DATASET EXTRACT:

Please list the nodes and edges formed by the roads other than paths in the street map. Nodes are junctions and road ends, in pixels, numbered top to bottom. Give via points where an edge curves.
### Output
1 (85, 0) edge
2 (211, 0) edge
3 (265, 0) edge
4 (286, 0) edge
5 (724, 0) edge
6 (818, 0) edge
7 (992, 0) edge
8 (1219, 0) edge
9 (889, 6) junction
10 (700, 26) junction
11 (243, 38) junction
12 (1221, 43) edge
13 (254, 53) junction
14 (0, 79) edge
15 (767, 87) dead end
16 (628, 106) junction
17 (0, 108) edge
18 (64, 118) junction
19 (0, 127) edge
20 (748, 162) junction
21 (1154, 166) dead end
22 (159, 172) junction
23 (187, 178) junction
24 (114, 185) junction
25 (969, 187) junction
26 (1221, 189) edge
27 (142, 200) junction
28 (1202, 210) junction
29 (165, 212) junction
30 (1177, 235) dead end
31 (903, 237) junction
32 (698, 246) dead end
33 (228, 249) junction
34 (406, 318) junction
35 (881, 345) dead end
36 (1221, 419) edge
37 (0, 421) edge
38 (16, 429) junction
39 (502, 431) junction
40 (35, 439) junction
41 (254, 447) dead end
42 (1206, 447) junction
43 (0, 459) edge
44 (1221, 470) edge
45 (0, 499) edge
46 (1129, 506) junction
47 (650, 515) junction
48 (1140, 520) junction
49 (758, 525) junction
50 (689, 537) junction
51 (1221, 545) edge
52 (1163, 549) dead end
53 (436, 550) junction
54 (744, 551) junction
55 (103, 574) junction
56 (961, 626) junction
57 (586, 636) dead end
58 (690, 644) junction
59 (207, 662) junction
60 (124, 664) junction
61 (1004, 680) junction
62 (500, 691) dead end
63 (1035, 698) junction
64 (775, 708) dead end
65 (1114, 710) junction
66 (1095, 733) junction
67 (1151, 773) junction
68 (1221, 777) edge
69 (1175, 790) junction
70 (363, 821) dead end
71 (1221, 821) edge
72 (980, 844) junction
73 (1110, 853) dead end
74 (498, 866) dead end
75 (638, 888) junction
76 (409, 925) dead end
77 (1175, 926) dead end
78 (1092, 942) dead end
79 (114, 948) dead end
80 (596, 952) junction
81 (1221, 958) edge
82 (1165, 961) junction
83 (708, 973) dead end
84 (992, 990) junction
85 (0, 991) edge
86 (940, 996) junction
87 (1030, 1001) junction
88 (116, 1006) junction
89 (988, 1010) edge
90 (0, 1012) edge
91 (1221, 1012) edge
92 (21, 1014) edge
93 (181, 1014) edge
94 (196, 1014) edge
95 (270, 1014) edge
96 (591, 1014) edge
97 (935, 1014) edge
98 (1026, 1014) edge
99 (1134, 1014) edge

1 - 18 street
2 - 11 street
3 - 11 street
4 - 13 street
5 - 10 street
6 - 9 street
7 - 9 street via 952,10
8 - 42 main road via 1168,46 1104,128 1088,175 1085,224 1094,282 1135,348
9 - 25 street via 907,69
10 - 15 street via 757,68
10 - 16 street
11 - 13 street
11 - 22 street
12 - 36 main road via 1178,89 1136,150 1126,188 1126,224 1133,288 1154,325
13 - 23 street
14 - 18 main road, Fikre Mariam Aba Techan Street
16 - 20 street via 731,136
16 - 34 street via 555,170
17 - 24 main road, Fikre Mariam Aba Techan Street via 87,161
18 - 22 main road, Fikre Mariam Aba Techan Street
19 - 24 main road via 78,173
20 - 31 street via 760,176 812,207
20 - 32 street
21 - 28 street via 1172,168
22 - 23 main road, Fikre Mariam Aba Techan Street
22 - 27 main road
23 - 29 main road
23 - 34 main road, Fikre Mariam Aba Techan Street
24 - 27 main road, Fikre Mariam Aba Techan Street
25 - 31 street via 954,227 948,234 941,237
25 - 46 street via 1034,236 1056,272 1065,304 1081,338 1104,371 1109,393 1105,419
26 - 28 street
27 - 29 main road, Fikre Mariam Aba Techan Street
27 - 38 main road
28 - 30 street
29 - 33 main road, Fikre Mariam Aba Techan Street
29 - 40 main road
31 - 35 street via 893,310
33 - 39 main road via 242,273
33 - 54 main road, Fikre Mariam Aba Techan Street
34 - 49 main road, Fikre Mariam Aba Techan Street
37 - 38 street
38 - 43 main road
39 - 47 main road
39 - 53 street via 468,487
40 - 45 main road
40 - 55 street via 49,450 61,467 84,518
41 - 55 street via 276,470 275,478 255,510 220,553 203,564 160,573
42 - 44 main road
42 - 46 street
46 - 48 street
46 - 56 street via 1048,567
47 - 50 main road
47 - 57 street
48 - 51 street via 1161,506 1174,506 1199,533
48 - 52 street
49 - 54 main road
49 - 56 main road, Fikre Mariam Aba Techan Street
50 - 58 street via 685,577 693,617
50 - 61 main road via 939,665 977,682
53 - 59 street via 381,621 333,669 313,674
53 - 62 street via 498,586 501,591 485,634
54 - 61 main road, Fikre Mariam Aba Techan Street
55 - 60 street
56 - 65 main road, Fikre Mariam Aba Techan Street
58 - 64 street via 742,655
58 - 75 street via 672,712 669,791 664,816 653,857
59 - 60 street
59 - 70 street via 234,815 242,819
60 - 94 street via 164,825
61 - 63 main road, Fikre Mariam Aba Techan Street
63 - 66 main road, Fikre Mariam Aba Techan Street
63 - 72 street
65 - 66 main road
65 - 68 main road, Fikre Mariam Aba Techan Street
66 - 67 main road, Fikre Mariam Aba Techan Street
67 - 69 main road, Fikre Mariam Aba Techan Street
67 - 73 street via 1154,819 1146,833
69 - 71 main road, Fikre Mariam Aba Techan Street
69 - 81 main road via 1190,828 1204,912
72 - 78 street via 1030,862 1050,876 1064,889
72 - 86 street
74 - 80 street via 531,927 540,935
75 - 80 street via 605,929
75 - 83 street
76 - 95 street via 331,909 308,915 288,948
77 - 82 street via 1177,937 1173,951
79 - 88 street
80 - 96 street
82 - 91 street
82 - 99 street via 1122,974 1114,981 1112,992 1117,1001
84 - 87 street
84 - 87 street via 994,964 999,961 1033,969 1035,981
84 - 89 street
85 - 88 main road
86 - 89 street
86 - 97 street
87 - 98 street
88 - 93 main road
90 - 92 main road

--

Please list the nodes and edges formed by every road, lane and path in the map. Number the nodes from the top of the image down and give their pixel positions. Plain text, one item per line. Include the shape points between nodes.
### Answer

ACTION ITEM: Looking at the entries, state how many lines hold the string "points", with the number as the sole reply.

TASK SOLUTION: 2